* Records to process
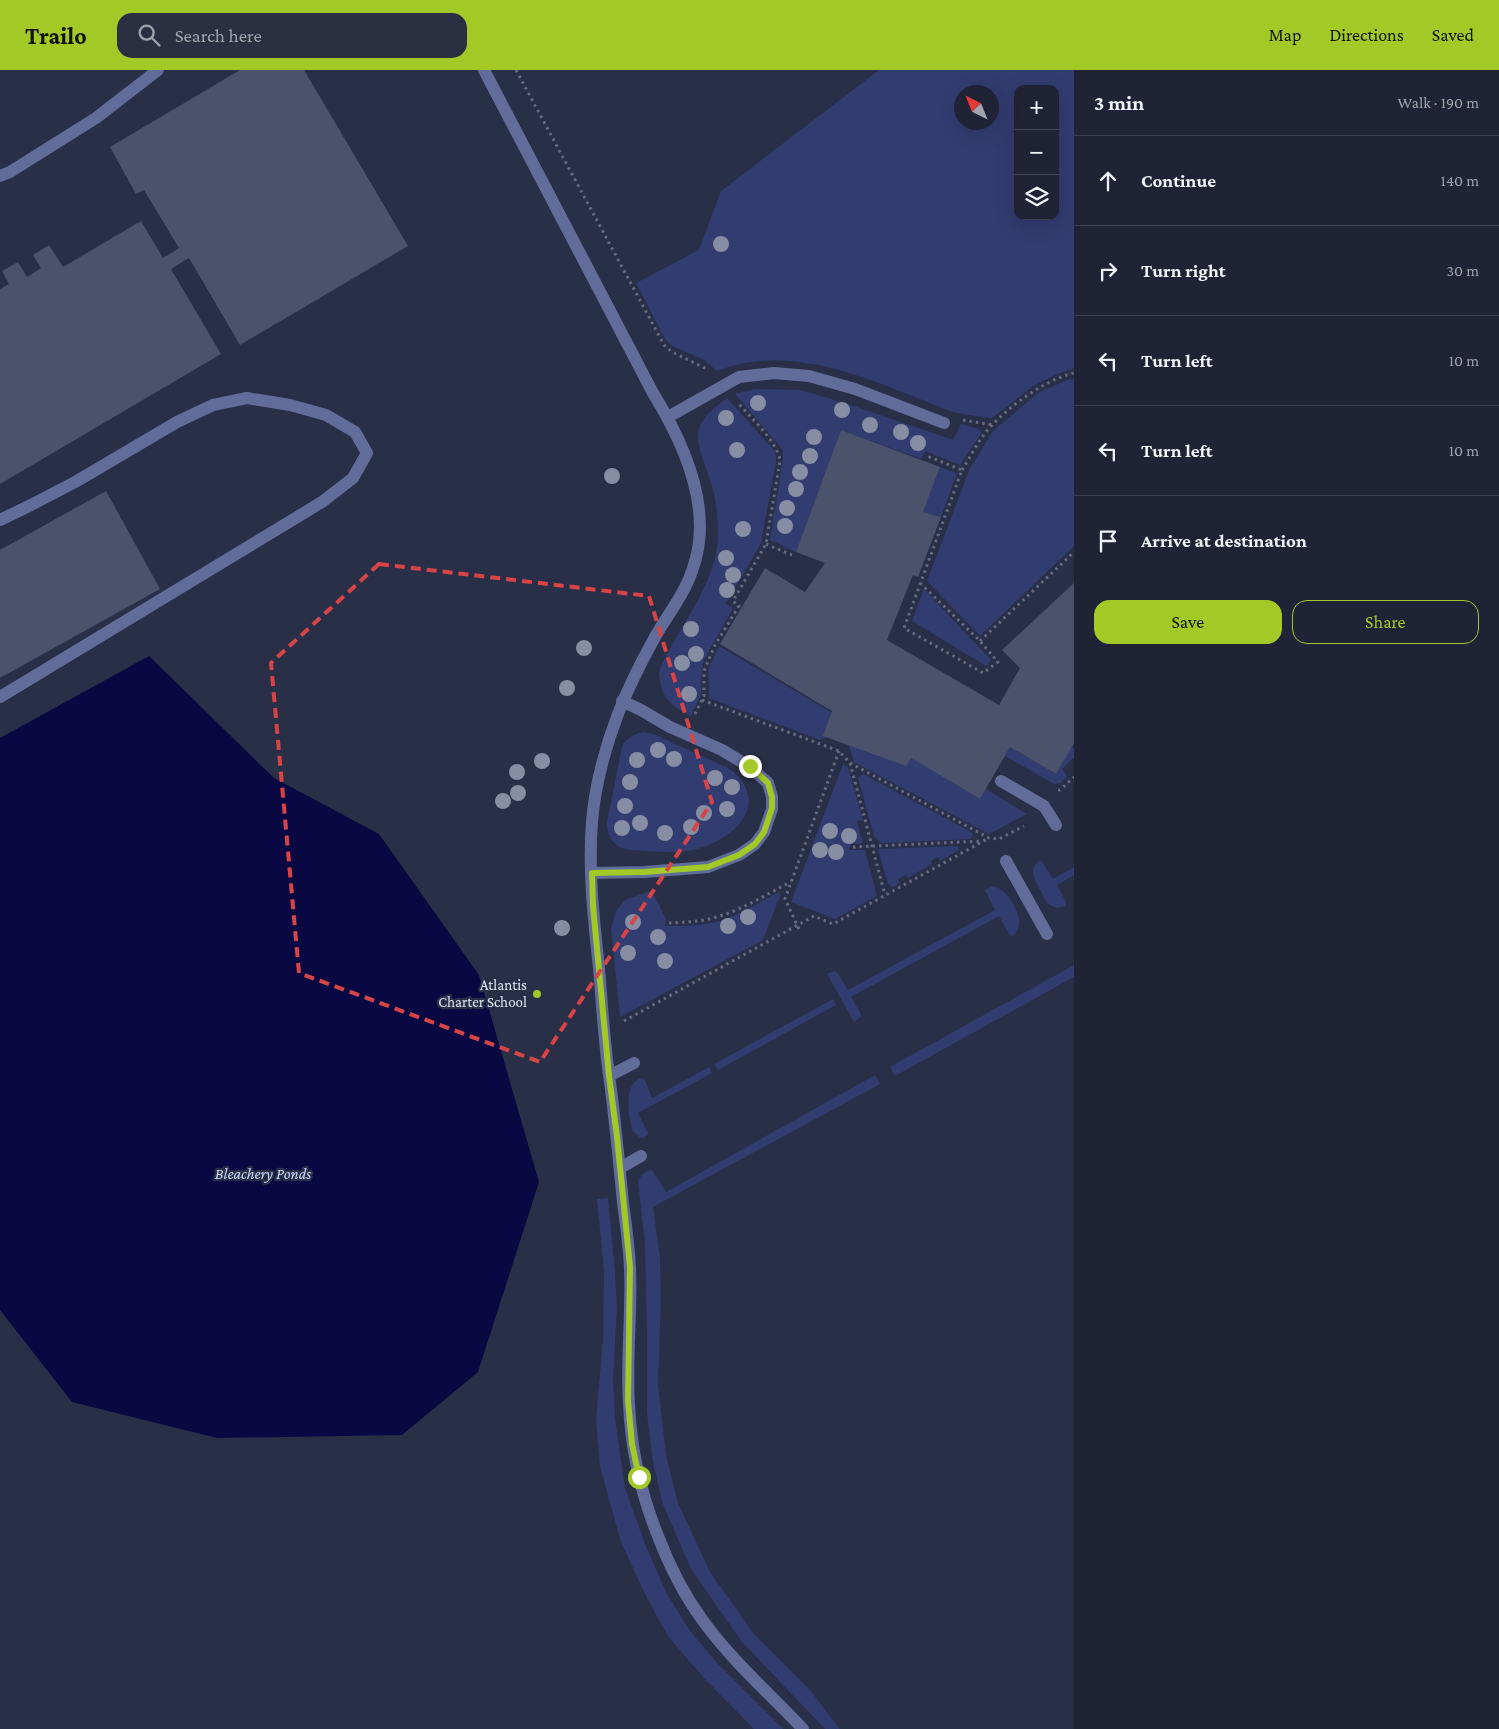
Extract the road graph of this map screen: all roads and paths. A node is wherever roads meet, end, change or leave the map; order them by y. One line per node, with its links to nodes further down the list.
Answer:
1 (158, 70): 4 (lane)
2 (484, 70): 8 (lane)
3 (516, 70): 5 (path)
4 (0, 176)
5 (710, 371)
6 (1074, 373): 11 (path)
7 (733, 398): 13 (path)
8 (668, 417): 9 (lane); 20 (lane)
9 (944, 423)
10 (926, 456): 11 (path)
11 (962, 470): 16 (path)
12 (0, 520): 18 (lane)
13 (766, 544): 15 (path); 19 (path)
14 (1074, 552): 17 (path)
15 (792, 555)
16 (920, 583): 17 (path); 17 (path)
17 (980, 641)
18 (0, 697)
19 (702, 700): 21 (path); 22 (path)
20 (622, 701): 32 (lane); 32 (lane)
21 (694, 716)
22 (839, 751): 23 (path); 33 (path)
23 (850, 763): 27 (path); 29 (path)
24 (1001, 781): 25 (lane)
25 (1056, 825)
26 (1024, 826): 27 (path)
27 (989, 838): 28 (path)
28 (984, 841): 29 (path); 34 (path)
29 (873, 846): 30 (path); 34 (path)
30 (853, 847)
31 (1006, 861): 37 (lane)
32 (592, 873): 40 (lane)
33 (792, 882): 35 (path); 36 (path)
34 (885, 895): 36 (path)
35 (670, 923)
36 (797, 927): 38 (path)
37 (1047, 934)
38 (621, 1022)
39 (634, 1063): 40 (lane)
40 (609, 1076): 42 (lane)
41 (641, 1156): 42 (lane)
42 (620, 1168): 43 (lane)
43 (803, 1729)

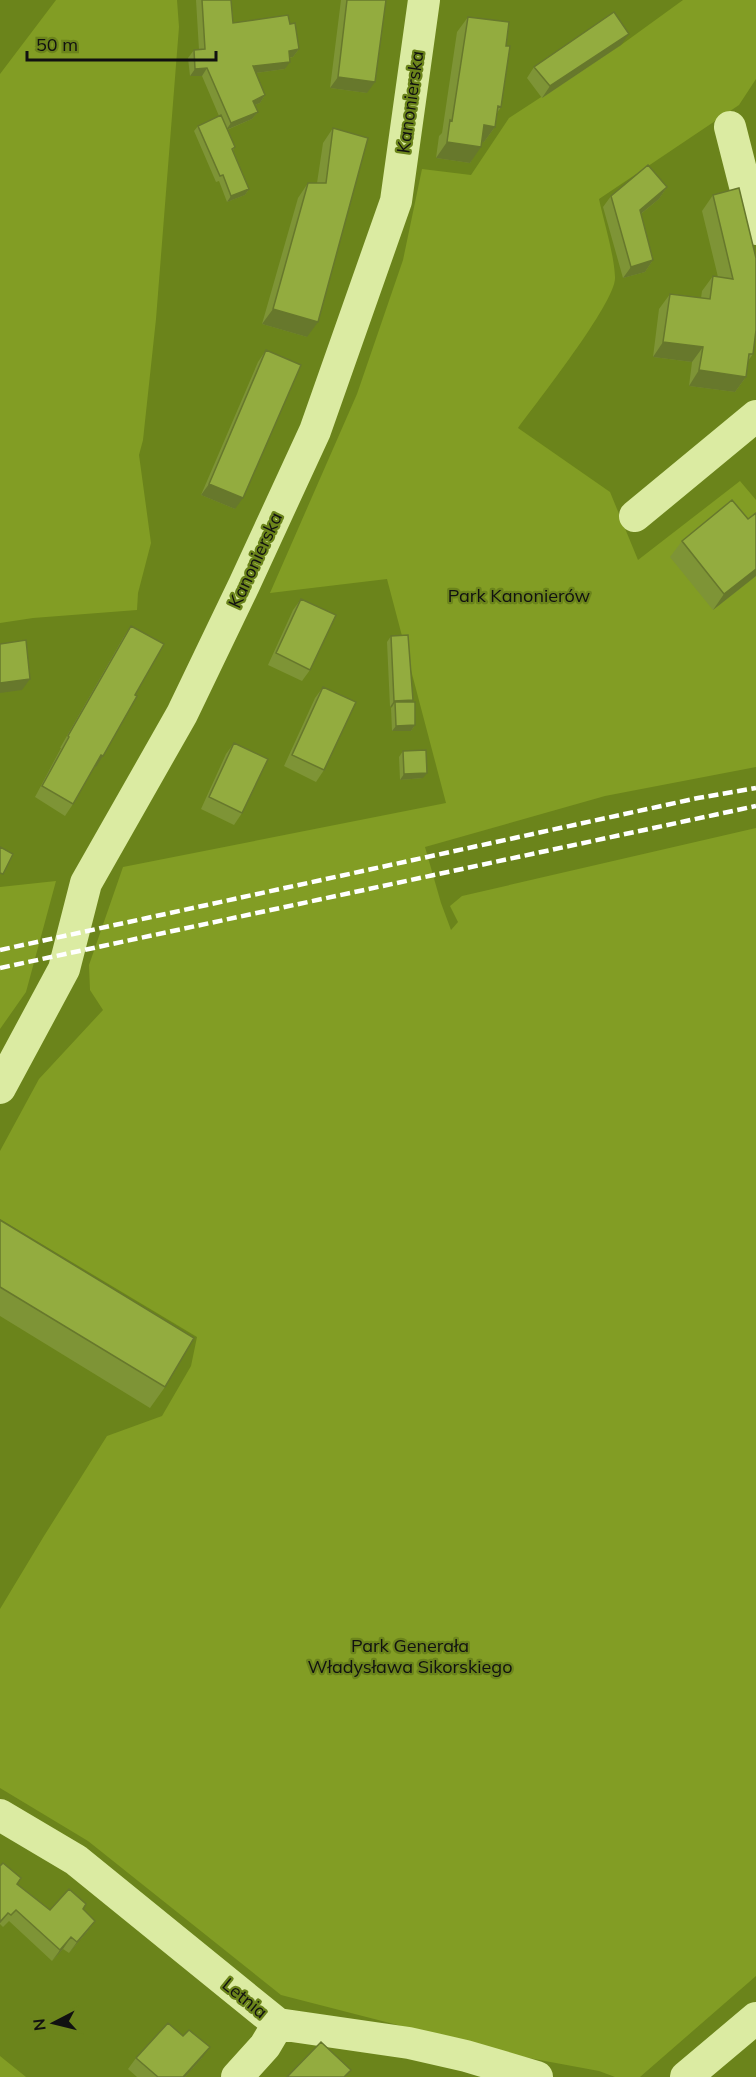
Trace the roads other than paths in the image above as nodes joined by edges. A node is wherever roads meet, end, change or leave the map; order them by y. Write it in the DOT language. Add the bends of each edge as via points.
graph roads {
  1 [pos="424,0"];
  2 [pos="730,127"];
  3 [pos="756,229"];
  4 [pos="756,416"];
  5 [pos="635,516"];
  6 [pos="0,1088"];
  7 [pos="0,1815"];
  8 [pos="278,2024"];
  9 [pos="750,2032"];
  10 [pos="237,2077"];
  11 [pos="537,2077"];
  12 [pos="686,2077"];
  1 -- 6 [label="street, Kanonierska" via="396,201 315,431 182,714 86,883 64,969"];
  2 -- 3 [label="street"];
  4 -- 5 [label="street"];
  7 -- 8 [label="street, Letnia" via="76,1860"];
  8 -- 10 [label="street" via="265,2046"];
  8 -- 11 [label="street, Letnia" via="408,2043"];
  9 -- 12 [label="street"];
}
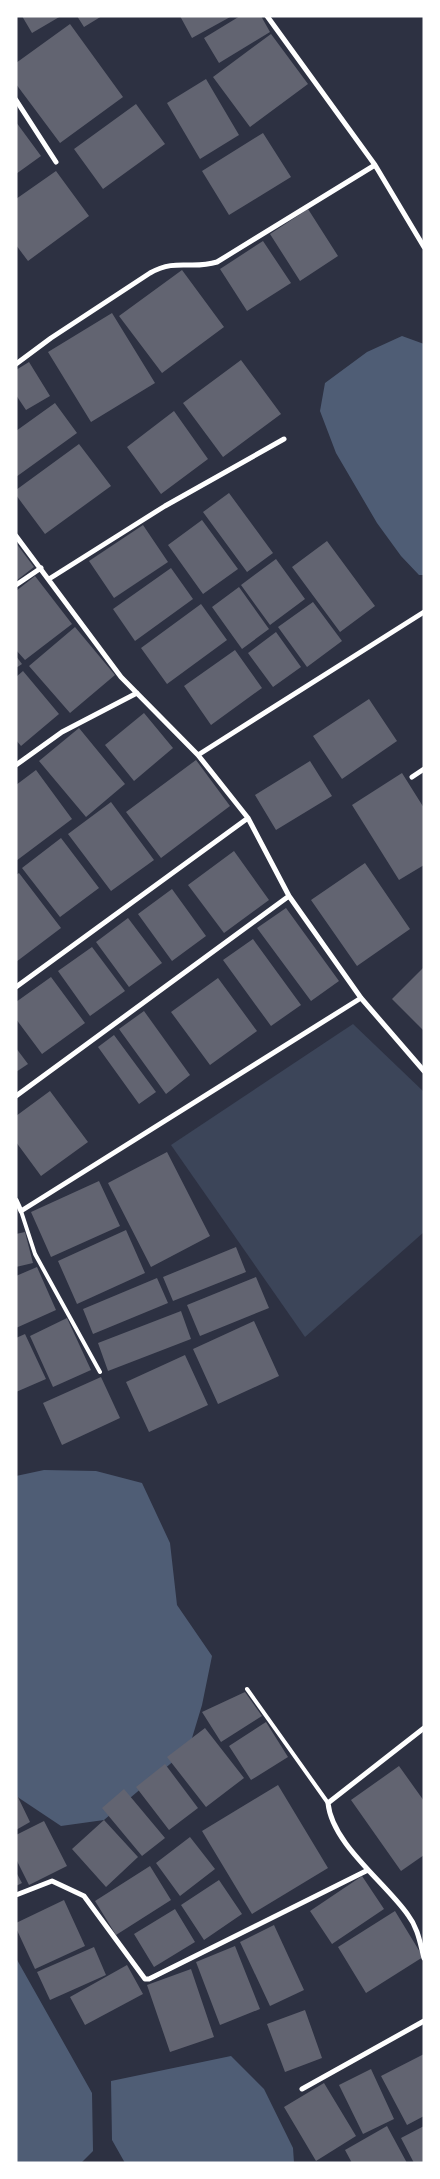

* Task prompt
Pictures are to be omitted; otherwise, write out the data exactly as it appears.

* Answer
Extract the road graph of this map screen: all roads and paths. A node is wherever roads meet, end, change or leave the map; order them by y. One line per node, with its links to nodes further down the list.
Answer:
1 (158, 70): 4 (lane)
2 (484, 70): 8 (lane)
3 (516, 70): 5 (path)
4 (0, 176)
5 (710, 371)
6 (1074, 373): 11 (path)
7 (733, 398): 13 (path)
8 (668, 417): 9 (lane); 20 (lane)
9 (944, 423)
10 (926, 456): 11 (path)
11 (962, 470): 16 (path)
12 (0, 520): 18 (lane)
13 (766, 544): 15 (path); 19 (path)
14 (1074, 552): 17 (path)
15 (792, 555)
16 (920, 583): 17 (path); 17 (path)
17 (980, 641)
18 (0, 697)
19 (702, 700): 21 (path); 22 (path)
20 (622, 701): 32 (lane); 32 (lane)
21 (694, 716)
22 (839, 751): 23 (path); 33 (path)
23 (850, 763): 27 (path); 29 (path)
24 (1001, 781): 25 (lane)
25 (1056, 825)
26 (1024, 826): 27 (path)
27 (989, 838): 28 (path)
28 (984, 841): 29 (path); 34 (path)
29 (873, 846): 30 (path); 34 (path)
30 (853, 847)
31 (1006, 861): 37 (lane)
32 (592, 873): 40 (lane)
33 (792, 882): 35 (path); 36 (path)
34 (885, 895): 36 (path)
35 (670, 923)
36 (797, 927): 38 (path)
37 (1047, 934)
38 (621, 1022)
39 (634, 1063): 40 (lane)
40 (609, 1076): 42 (lane)
41 (641, 1156): 42 (lane)
42 (620, 1168): 43 (lane)
43 (803, 1729)

Trace the roads other than paths in the image above as nodes joined by edges. A node is wherever roads meet, end, change or leave the map; order them by y. Write it in the DOT language. Add the bends of each edge as via points.
graph roads {
  1 [pos="424,0"];
  2 [pos="730,127"];
  3 [pos="756,229"];
  4 [pos="756,416"];
  5 [pos="635,516"];
  6 [pos="0,1088"];
  7 [pos="0,1815"];
  8 [pos="278,2024"];
  9 [pos="750,2032"];
  10 [pos="237,2077"];
  11 [pos="537,2077"];
  12 [pos="686,2077"];
  1 -- 6 [label="street, Kanonierska" via="396,201 315,431 182,714 86,883 64,969"];
  2 -- 3 [label="street"];
  4 -- 5 [label="street"];
  7 -- 8 [label="street, Letnia" via="76,1860"];
  8 -- 10 [label="street" via="265,2046"];
  8 -- 11 [label="street, Letnia" via="408,2043"];
  9 -- 12 [label="street"];
}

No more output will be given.